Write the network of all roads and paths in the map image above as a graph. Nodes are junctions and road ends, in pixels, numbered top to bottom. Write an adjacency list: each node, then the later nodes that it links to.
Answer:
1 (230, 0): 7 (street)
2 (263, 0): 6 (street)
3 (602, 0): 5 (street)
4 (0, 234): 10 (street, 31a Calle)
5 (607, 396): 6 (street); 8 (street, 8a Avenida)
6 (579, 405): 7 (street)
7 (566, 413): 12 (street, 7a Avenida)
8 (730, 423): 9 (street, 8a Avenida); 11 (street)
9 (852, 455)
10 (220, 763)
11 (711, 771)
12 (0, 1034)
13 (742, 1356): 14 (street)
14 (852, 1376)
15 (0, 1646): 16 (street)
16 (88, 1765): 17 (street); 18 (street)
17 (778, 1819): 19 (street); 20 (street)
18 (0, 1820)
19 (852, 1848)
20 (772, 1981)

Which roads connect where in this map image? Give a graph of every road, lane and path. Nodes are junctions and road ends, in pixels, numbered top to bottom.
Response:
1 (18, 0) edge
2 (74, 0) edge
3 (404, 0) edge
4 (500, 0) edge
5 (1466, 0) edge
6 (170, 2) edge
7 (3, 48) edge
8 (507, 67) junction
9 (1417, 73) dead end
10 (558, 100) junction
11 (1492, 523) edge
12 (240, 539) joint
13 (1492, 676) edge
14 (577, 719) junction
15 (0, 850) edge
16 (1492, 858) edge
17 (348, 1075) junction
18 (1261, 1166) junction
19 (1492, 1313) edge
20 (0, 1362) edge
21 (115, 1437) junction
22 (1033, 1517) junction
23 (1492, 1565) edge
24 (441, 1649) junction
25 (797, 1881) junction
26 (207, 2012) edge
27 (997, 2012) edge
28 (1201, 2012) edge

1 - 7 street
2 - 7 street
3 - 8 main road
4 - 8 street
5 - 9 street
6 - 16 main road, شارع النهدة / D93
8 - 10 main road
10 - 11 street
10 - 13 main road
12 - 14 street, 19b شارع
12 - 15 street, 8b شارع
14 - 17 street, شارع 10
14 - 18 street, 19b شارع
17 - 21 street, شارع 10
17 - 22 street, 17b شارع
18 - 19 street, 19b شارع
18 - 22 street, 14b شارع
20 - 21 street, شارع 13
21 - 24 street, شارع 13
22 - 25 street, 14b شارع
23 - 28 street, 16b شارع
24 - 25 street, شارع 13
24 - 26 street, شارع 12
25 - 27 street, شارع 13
★ ★ ★ ★
--- Exercise requirements ---
Filter the entries by the string "roads" and copy each matching line.

--- Exercise result ---
Write the network of all roads and paths in the map image above as a graph. Nodes are junctions and road ends, in pixels, numbered top to bottom. Write an adjacency list: each node, then the later nodes that it links to.
Which roads connect where in this map image? Give a graph of every road, lane and path. Nodes are junctions and road ends, in pixels, numbered top to bottom.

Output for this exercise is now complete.